Bref, ce qui doit nous intéresser, c'est le salaire au contrat, et uniquement celui-là... les frais ne sont que de la poudre aux yeux.
Autre technique pour augmenter (d'un peu) les salaires artificiellement : la prime Syntec. La convention Syntec prévoit en effet qu'une "prime vacance" correspondant au minimum à un mirifique 12% d'un salaire mensuel brut (en fait 10% de la valeur des congés payés), soit 300€ pour un salaire de 30k. Certains intègrent cette prime dans le salaire annuel brut. On vous parlera alors par exemple de "30k€ payés sur 12,12 mois". Je n'ai bien sur eu aucune proposition de "prime Syntec" qui aille au-delà de ce minimum conventionnel de 12%.
Une fois que les propositions sont tombées, on vous demande en général une réponse assez rapide. Pour ma part, j'attendais une proposition d'une "vraie boîte" qui tardait un peu pour des raisons administratives. Je savais les SSII réellement intéressées par mon profil (j'ai un certain nombre de particularités qui rendaient mon profil un peu différent). Lorsqu'elles ont commencées à devenir pressentes, je leur ai fait comprendre que s'il leur fallait une réponse maintenant, c'était négatif. Elles ont patienté... si vous avez la chance d'être dans le cas d'un profil un peu différent qui les intéresse beaucoup, profitez-en si besoin...

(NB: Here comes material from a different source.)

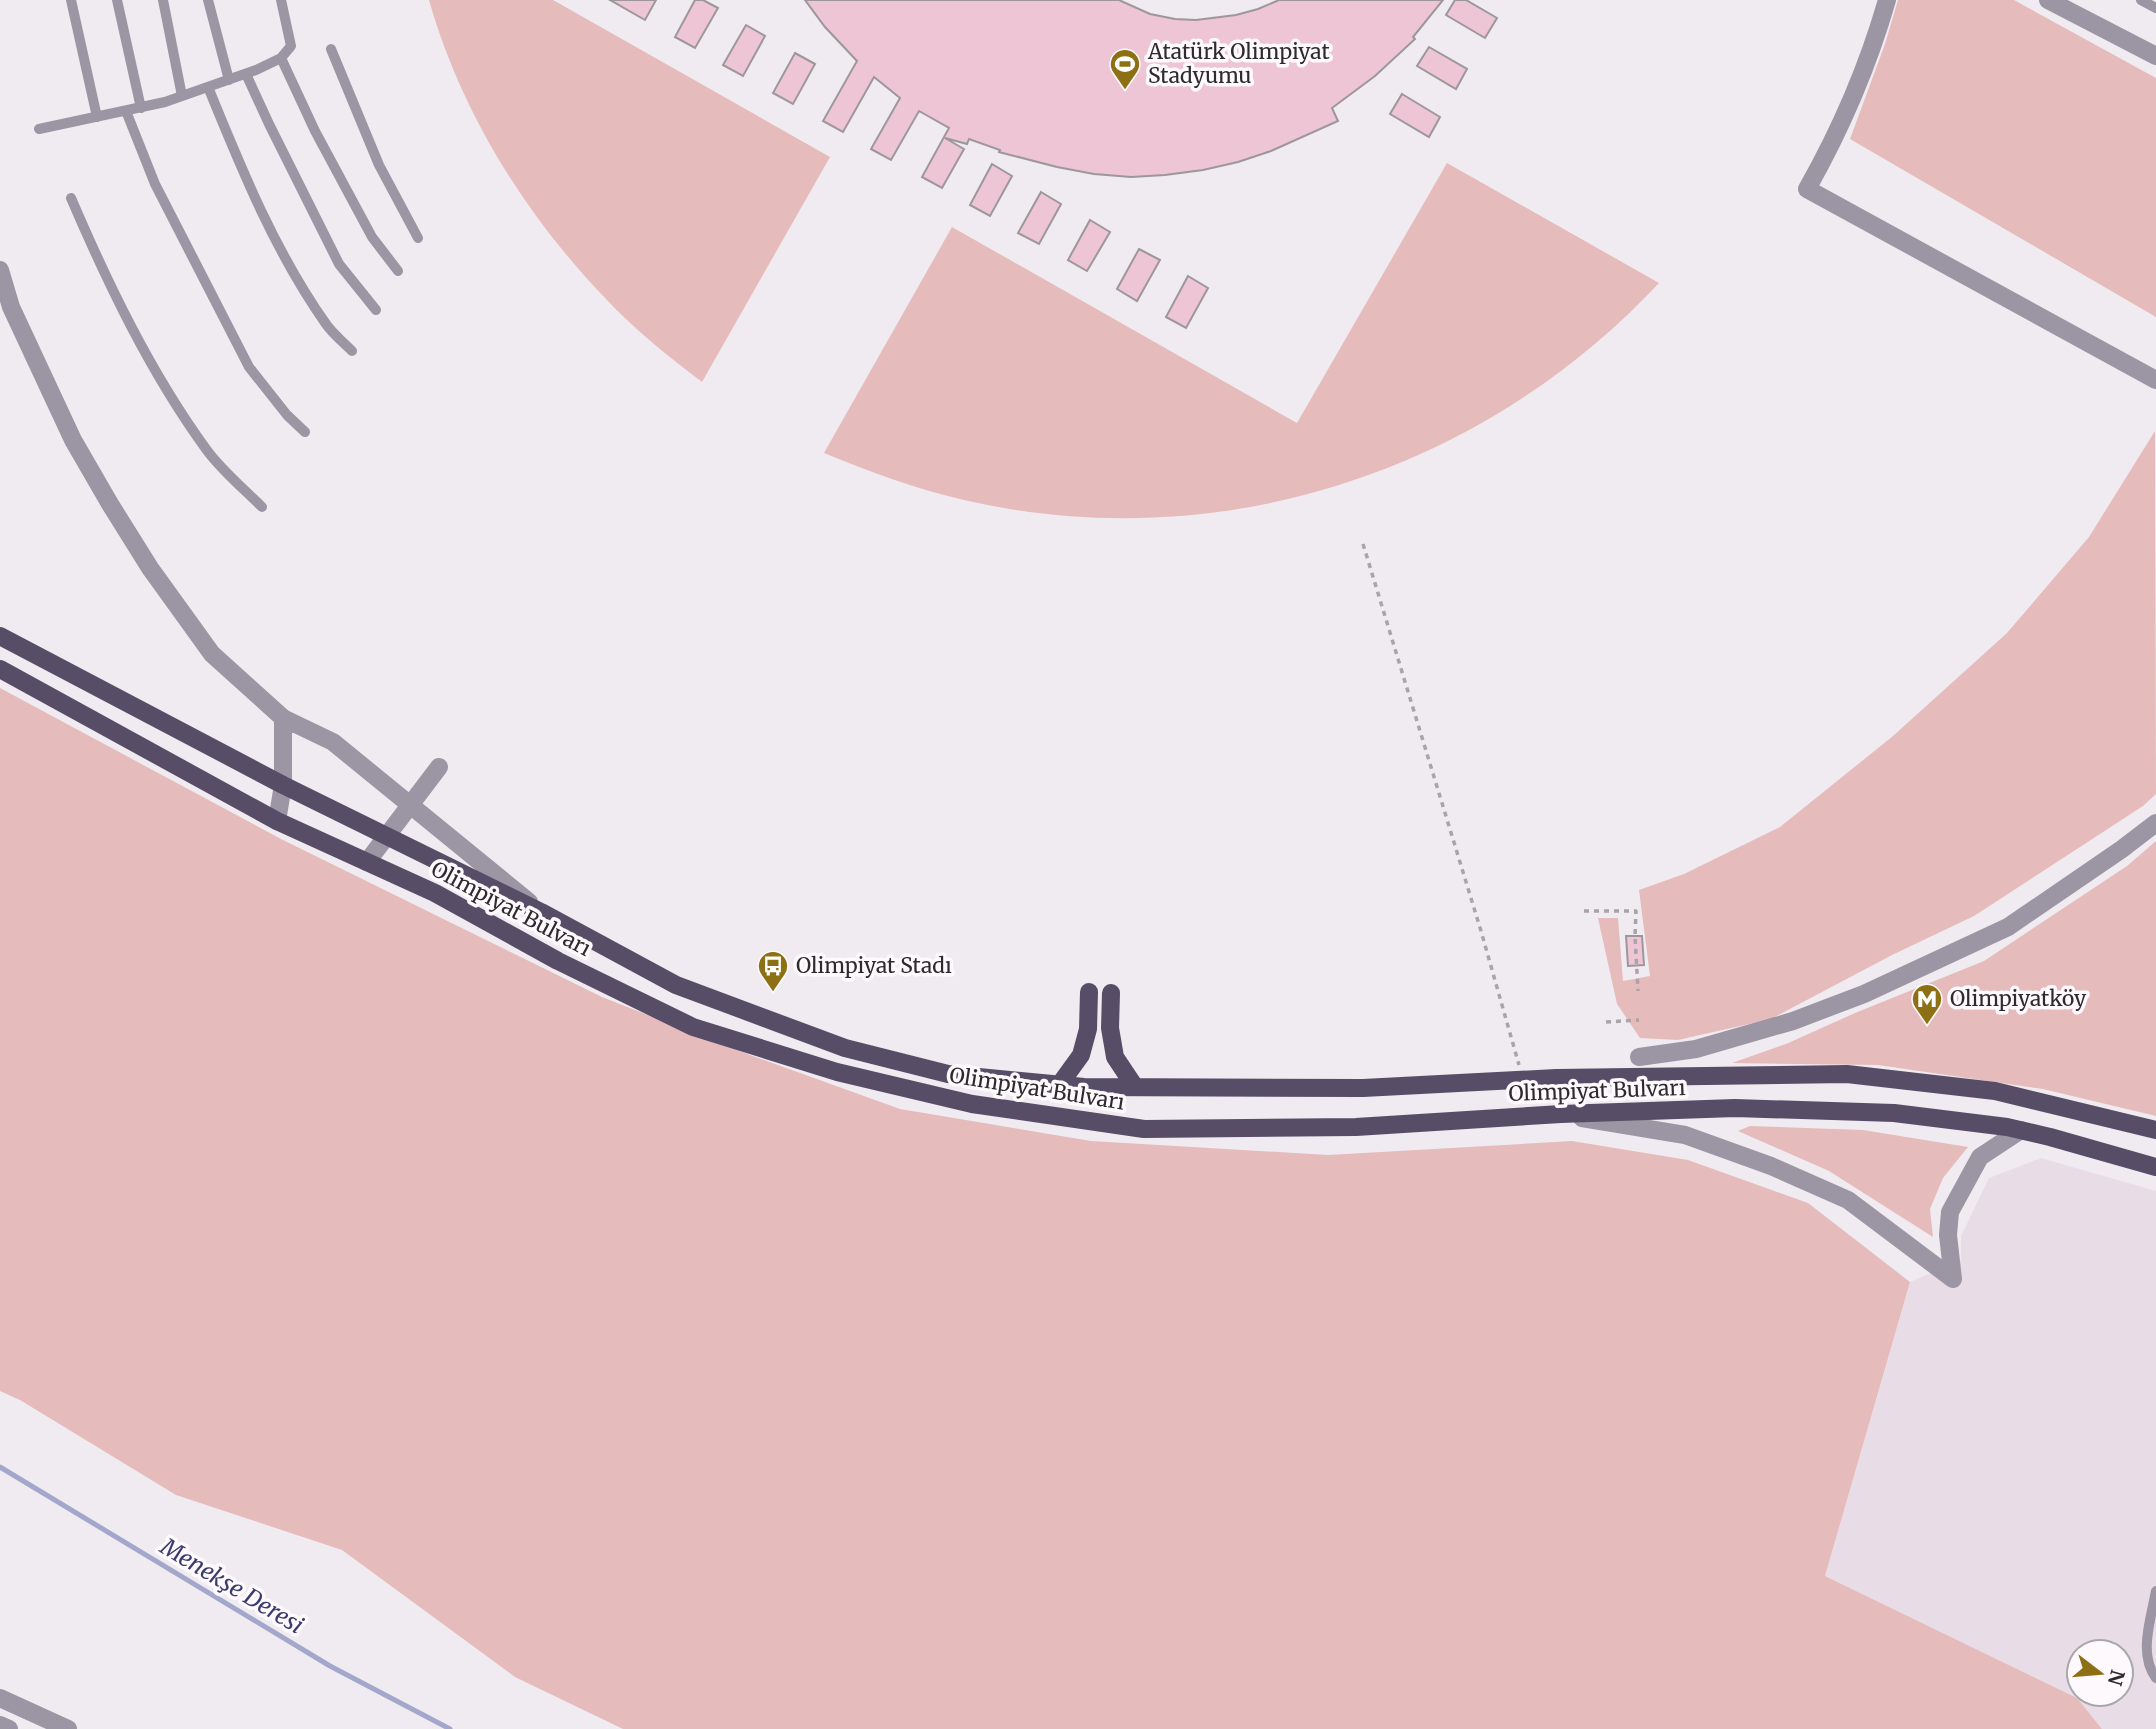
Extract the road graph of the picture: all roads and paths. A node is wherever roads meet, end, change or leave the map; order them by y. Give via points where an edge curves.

Parlons un instant de la convention Syntec... rappelons que cette convention a été écrite par le Medef (syndicat du patronat), on se doute bien que ça n'est pas la convention qui est la plus tournée en faveur des salariés... je pense que lorsqu'on a dit ça, on a à peu près tout dit...
Pour finir le salaire et les conditions proposés par la "vraie boite" (concrètement, un salaire 3,7k au-dessus du salaire moyen de mon école, 5,7k au-dessus du plus gros salaire proposé en SSI, et 10k au dessus du plus bas salaire proposé, avec une prime annuelle qui peut atteindre l'équivalent d'un mois de salaire, et sous convention métallo, dans une boite en province) Ces expériences ont fini de me convaincre que les SSII étaient vraiment des marchands de viande, pour rester poli... Vous l'aurez compris, j'ai signé dans la "vraie boite"...après avoir décliné pas moins de 3 propositions écrites de SSII, le tout avant la fin de mon stage de fin d'études...
Je dois bien avouer que l'étape "refus des offres des SSII" a eu quelque chose d'assez jouissif... Le groupe qui m'a embauché a une filliale "service" (en mode SSII donc). Lorsqu'ils me demandaient qui m'avait embauché, je donnais le nom du groupe, et ils me répondaient ah xxx (le nom de la filliale service du groupe), alors que non, je suis embauché dans l'une des filliales "classiques" du groupe... en tout cas, une fois le nom du groupe donné, ils ne cherchaient même pas à négocier, je pense qu'ils ont conscience des salaires de misère qu'ils proposent...
Je suis bien content d'avoir réussi à éviter l'étape SSII, souvent présentée comme incontournable pour les ingénieurs en informatique fraichement diplômés.